→ **Problem to solve**:
The word "paths" marks the lines to copy; find all of them in the entries below.

(Excerpts from a dataset)
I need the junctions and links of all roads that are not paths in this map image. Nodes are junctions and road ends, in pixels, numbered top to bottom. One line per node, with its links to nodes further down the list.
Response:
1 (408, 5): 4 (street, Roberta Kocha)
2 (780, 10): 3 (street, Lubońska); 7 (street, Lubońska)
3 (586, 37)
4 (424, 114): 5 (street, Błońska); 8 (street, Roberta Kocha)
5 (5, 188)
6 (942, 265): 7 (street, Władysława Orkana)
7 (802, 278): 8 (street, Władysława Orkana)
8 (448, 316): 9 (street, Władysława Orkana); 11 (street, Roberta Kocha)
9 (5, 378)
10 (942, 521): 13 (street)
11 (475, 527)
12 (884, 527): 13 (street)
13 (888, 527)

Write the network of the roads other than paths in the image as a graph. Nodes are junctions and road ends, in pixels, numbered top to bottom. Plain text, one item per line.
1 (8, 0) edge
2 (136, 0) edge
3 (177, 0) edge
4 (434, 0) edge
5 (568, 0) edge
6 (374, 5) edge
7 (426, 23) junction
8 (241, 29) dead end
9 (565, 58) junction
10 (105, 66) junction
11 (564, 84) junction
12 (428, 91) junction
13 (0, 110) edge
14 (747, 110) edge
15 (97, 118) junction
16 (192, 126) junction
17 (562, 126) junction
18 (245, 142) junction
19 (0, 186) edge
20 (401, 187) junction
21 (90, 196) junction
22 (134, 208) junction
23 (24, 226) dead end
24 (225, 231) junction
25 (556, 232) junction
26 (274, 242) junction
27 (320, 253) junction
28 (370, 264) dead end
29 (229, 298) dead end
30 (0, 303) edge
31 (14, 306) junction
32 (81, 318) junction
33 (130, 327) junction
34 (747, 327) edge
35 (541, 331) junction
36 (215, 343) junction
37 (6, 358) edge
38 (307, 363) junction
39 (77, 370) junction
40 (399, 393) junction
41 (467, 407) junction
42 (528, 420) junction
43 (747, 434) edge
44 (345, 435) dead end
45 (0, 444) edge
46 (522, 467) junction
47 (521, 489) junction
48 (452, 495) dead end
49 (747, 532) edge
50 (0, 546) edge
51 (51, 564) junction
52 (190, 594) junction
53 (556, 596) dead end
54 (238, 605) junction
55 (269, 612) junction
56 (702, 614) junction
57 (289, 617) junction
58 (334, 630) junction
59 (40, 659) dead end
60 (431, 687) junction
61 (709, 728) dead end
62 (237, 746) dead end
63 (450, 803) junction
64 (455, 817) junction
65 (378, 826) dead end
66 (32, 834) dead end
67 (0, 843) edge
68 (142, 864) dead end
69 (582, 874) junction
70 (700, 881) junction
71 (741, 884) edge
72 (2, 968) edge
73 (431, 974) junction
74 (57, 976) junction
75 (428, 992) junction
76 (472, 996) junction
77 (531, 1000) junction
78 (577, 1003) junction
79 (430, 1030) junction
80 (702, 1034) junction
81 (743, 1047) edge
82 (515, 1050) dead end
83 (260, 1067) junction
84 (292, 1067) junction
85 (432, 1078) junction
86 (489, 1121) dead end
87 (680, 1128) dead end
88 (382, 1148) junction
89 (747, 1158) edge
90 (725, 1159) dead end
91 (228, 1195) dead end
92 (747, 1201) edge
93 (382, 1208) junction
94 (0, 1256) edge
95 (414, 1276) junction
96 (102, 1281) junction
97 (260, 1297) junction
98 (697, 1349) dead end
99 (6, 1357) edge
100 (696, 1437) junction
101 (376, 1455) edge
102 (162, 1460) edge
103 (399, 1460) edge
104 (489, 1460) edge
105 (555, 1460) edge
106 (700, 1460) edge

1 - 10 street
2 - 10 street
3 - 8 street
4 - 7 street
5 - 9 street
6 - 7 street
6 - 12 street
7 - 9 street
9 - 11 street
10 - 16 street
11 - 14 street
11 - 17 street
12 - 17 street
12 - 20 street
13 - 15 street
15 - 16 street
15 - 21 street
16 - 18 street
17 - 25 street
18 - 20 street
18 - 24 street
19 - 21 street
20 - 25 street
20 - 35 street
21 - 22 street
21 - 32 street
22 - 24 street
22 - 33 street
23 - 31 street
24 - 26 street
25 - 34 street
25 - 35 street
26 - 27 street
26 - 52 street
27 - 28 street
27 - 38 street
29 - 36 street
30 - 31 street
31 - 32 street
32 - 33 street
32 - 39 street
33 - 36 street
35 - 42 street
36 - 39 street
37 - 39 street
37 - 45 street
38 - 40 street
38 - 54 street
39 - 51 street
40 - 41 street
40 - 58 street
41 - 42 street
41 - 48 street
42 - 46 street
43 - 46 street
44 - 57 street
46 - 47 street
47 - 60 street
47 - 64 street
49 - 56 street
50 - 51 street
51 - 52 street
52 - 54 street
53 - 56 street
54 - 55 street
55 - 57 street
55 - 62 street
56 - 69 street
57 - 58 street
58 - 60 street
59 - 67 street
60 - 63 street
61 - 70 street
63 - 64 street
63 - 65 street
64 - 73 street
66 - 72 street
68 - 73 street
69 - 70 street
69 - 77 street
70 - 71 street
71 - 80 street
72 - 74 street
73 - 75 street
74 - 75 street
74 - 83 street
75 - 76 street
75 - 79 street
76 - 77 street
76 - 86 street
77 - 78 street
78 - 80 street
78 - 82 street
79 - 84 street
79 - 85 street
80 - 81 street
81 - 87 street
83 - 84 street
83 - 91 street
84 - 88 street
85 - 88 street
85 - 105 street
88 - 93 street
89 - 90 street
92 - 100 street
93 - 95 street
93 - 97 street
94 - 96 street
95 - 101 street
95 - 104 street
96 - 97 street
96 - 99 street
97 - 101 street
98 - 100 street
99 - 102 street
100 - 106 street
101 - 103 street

→ **Solution**:
I need the junctions and links of all roads that are not paths in this map image. Nodes are junctions and road ends, in pixels, numbered top to bottom. One line per node, with its links to nodes further down the list.
Write the network of the roads other than paths in the image as a graph. Nodes are junctions and road ends, in pixels, numbered top to bottom. Plain text, one item per line.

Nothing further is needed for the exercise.